Nuclear breakout                           Monday,July28,2003 IHI

 

Alarming as they are, the nuclear-bomb-making programs of North Korea and Iran are part of much bigger problem. The international controls that contained the spread of nuclear weapons for decades are crumbling. Major repairs are needed, and the Bush administration, preoccupied with Iraq and wrongly viewing the nuclear challenge as limited to a few rouge states, is not pressing hard enough for the changes.

 The first warning sign came from Iraq in the early 1990s. In a nearly successful end run around the Nuclear Nonproliferation Treaty, Iraq used a legal civilian nuclear energy program as a decoy to acquire know-how and materials for bomb making. It came frighteningly close to success before defeat in the Gulf War exposed its nuclear secrets.

 In 1998, India and Pakistan crashes their way into the nuclear weapons club. Again, civilian nuclear programs were the stepping-stones, along with help from China in Pakistan’s case. Neither India nor Pakistan ever signed the nonproliferation treaty, for which they suffered no real penalties. Now, nuclear breakouts seem likely from North Korea, perhaps this year, and Iran, not much later.

 Terrorism and nuclear proliferation are the most serious security threads faced by America today. Washington has no serious conventional military rivals. But unconventional weapons, especially nuclear weapons, are great equalizers. The United States should lead an urgent international effort to repair the torn fabric of nuclear proliferation controls. The question is how.

 One starting point is a frank acknowledgment that the Nonproliferation Treaty is no longer adequate in its present form. The treaty does not ban enriching uranium or reprocessing plutonium, the two basic methods of making nuclear bomb fuel. It relies on the good faith of governments. It has no clear enforcement mechanisms

 The ideal place to demonstrate international resolve is the UN Security Council, which is empowered to apply sanctions and even military force against countries that violate the Nonproliferation Treaty. The United States and Europe, including France, stand together on this issue. Russia wants to preserve its lucrative commercial nuclear relationship with Iran. But in recent months it has also seemed to recognize that Tehran’s quest for nuclear weapons could make this impossible. China is clearly unhappy with North Korea’s nuclear brinkmanship. If Russia begins to take a tougher attitude in the Security Council, Beijing might go along.

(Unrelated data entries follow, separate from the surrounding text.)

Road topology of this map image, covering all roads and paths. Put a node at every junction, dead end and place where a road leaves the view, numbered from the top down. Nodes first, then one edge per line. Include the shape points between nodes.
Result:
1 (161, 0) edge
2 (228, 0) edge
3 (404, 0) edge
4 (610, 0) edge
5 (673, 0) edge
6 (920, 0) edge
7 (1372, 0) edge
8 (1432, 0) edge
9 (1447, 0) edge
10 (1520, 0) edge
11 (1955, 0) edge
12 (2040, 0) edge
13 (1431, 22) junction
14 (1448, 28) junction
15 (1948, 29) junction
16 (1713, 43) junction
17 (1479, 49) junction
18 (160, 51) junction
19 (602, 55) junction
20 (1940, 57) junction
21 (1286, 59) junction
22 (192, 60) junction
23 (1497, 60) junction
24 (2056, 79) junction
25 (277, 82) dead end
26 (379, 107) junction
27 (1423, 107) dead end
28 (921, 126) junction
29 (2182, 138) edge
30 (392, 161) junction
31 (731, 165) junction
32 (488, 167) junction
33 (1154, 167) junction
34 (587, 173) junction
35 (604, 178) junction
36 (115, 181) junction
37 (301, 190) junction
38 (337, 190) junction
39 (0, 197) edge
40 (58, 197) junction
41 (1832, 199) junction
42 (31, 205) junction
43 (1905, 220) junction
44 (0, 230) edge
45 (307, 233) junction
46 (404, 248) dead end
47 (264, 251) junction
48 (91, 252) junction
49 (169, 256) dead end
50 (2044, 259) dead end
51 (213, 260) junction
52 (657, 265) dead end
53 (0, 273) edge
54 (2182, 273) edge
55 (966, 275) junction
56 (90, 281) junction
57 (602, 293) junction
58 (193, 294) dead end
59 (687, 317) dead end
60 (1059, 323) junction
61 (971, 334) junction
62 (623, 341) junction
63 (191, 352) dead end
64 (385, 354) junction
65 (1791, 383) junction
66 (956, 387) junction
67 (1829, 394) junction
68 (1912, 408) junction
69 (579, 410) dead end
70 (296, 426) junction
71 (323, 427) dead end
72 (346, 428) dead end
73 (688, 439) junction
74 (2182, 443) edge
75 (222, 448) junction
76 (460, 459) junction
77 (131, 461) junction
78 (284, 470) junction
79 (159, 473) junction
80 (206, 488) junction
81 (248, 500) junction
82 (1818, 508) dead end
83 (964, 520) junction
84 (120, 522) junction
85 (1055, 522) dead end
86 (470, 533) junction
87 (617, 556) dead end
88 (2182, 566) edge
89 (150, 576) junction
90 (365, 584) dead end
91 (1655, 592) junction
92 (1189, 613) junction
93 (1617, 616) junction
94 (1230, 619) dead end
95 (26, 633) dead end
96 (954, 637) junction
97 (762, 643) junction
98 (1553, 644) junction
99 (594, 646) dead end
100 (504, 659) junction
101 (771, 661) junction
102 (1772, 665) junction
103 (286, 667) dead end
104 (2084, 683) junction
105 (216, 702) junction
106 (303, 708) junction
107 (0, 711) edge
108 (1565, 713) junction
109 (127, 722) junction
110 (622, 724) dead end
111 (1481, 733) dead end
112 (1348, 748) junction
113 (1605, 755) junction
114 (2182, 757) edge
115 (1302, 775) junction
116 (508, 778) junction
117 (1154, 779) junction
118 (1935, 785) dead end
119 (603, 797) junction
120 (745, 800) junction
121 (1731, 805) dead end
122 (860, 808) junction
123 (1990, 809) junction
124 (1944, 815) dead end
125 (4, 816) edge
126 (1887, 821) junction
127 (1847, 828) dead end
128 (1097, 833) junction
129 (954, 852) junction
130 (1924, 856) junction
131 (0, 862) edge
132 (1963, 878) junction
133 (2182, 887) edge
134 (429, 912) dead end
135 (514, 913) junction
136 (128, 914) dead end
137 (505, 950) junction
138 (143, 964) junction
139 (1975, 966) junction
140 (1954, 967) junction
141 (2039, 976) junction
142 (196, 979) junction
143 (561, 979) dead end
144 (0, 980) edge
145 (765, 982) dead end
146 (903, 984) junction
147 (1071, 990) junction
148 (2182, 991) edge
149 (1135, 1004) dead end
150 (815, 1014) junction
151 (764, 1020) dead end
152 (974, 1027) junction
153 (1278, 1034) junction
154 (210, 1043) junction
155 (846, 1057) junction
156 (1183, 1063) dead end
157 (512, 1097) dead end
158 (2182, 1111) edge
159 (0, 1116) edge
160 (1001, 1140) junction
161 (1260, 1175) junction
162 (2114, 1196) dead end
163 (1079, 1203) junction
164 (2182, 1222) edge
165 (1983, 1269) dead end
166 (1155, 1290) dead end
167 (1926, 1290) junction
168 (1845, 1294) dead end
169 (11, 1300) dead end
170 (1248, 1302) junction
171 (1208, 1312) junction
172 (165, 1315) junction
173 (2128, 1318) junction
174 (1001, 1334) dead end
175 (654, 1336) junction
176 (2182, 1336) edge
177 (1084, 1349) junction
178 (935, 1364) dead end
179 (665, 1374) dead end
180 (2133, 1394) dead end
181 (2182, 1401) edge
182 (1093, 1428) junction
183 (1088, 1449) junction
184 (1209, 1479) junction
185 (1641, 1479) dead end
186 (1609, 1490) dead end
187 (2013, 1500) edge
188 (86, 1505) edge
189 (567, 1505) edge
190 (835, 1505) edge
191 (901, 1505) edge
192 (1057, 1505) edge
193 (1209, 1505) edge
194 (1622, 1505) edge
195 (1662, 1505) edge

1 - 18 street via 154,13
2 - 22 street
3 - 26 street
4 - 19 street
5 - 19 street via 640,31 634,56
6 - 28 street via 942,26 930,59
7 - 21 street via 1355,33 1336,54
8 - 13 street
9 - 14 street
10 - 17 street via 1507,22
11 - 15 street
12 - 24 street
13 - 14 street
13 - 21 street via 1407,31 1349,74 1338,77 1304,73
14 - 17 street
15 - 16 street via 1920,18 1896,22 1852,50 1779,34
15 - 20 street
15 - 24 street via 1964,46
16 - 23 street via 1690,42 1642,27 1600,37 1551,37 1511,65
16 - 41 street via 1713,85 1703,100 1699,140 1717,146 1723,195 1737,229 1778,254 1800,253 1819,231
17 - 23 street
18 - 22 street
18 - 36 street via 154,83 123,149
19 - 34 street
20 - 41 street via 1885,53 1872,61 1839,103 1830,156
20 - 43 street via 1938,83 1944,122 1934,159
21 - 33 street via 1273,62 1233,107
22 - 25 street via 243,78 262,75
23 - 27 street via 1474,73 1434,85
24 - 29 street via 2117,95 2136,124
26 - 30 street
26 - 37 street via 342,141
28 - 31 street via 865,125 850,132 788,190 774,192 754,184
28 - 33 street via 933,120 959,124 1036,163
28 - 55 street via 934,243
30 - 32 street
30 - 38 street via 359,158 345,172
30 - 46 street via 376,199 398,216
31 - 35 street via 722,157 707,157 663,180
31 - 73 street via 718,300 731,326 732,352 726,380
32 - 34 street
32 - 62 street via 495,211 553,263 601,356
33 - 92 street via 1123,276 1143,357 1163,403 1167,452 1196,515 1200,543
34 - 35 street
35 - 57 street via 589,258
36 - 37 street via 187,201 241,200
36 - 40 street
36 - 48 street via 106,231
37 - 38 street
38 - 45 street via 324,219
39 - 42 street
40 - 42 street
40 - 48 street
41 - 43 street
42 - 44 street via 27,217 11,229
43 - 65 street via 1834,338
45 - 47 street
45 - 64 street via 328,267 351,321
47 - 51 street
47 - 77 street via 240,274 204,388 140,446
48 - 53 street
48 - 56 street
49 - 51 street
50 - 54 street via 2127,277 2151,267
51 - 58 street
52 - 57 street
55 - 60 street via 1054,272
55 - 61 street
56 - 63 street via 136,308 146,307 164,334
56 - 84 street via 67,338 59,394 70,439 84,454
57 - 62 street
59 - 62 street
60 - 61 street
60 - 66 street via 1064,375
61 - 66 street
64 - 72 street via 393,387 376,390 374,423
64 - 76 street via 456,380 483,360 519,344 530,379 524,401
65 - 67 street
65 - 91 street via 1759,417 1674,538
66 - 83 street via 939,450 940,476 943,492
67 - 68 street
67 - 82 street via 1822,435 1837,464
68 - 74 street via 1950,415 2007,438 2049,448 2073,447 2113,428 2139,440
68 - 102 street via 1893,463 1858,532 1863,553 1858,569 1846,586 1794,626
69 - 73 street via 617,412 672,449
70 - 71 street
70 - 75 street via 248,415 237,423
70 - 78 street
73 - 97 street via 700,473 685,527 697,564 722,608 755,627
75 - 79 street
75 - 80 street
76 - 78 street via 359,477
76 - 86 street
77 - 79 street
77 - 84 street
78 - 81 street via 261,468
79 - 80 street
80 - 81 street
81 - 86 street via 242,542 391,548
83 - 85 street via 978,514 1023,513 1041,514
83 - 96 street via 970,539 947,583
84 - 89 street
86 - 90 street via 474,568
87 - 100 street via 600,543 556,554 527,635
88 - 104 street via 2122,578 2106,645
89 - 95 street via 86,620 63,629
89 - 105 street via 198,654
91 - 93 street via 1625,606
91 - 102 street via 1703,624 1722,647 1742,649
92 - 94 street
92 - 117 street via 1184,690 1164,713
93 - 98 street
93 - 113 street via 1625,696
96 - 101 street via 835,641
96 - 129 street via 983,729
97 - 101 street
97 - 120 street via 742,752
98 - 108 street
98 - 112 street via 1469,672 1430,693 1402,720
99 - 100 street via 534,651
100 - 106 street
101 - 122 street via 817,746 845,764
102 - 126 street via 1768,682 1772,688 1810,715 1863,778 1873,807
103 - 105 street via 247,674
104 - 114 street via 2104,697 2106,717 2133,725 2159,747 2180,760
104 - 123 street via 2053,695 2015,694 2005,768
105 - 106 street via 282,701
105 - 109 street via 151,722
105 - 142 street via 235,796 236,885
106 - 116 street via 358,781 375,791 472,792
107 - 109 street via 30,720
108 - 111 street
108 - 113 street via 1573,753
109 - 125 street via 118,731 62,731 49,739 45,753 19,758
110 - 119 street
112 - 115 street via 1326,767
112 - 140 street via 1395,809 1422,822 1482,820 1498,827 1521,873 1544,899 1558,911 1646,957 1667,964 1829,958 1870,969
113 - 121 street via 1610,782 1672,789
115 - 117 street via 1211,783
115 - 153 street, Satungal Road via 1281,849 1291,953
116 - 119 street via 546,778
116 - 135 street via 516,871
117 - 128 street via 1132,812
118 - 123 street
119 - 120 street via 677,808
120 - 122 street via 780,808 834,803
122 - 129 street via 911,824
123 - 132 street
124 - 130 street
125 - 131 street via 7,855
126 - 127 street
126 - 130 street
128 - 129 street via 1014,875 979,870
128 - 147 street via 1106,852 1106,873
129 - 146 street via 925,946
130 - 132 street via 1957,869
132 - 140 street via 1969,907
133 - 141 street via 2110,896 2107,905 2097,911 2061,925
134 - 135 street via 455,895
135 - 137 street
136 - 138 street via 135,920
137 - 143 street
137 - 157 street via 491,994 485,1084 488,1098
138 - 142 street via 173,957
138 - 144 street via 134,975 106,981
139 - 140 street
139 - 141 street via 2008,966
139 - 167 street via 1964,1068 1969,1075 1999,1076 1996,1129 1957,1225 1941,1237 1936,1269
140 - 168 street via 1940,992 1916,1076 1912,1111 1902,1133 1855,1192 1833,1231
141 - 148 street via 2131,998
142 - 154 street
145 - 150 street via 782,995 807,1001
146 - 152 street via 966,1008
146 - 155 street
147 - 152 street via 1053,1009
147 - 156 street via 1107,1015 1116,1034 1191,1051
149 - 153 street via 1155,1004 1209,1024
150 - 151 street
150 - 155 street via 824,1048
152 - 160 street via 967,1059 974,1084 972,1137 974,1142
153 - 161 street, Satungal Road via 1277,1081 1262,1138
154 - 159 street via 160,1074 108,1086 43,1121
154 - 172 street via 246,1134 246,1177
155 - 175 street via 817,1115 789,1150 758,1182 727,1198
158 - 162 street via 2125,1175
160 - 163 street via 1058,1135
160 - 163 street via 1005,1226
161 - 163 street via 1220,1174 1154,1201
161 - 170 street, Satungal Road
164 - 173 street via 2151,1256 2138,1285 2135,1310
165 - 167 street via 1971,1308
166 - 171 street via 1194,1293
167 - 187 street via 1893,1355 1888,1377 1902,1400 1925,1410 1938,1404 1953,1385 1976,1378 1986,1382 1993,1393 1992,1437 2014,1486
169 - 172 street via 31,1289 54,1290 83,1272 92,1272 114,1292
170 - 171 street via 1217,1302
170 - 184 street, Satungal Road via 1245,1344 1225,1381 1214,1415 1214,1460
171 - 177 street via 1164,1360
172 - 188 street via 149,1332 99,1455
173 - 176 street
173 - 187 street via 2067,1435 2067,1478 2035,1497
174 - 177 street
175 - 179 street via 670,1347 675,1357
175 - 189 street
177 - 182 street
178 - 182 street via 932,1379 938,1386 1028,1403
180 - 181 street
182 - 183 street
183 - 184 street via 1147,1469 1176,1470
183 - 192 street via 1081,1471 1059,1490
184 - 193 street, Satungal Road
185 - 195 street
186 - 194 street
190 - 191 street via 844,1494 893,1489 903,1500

 Even if they resist international action through the Security Council, there are powerful steps Russia and China could take on their own. They could refuse to share nuclear technology with any country suspected of experimenting with uranium enrichment of plutonium reprocessing. It would be difficult for additional countries to learn how to produce these bomb fuels without outside help. Moscow and Beijing could also agree to join Europe and the United States in planning to intercept any future North Korean exports of nuclear materials.

 The Nonproliferation Treaty itself needs strengthening. The more intrusive inspection arrangements drafted after the Iraq experience should be accepted by all signers. And the loophole that lets counties manufacture bomb fuel under the guise of civilian power programs must be closed.

 Counties that do not agree to both changes should be cut off from all civilian nuclear cooperation and diplomatically ostracized in other ways as well. Those that do could be offered economic incentives and security assurances.

 Moving forward on these fronts would rebuild a more reliable international system for restraining the spread of nuclear weapons. America would still retain the right to act on its own, using military force if necessary, to counter grave threats to it national security. But the likelihood of having to take such action would be dramatically reduced.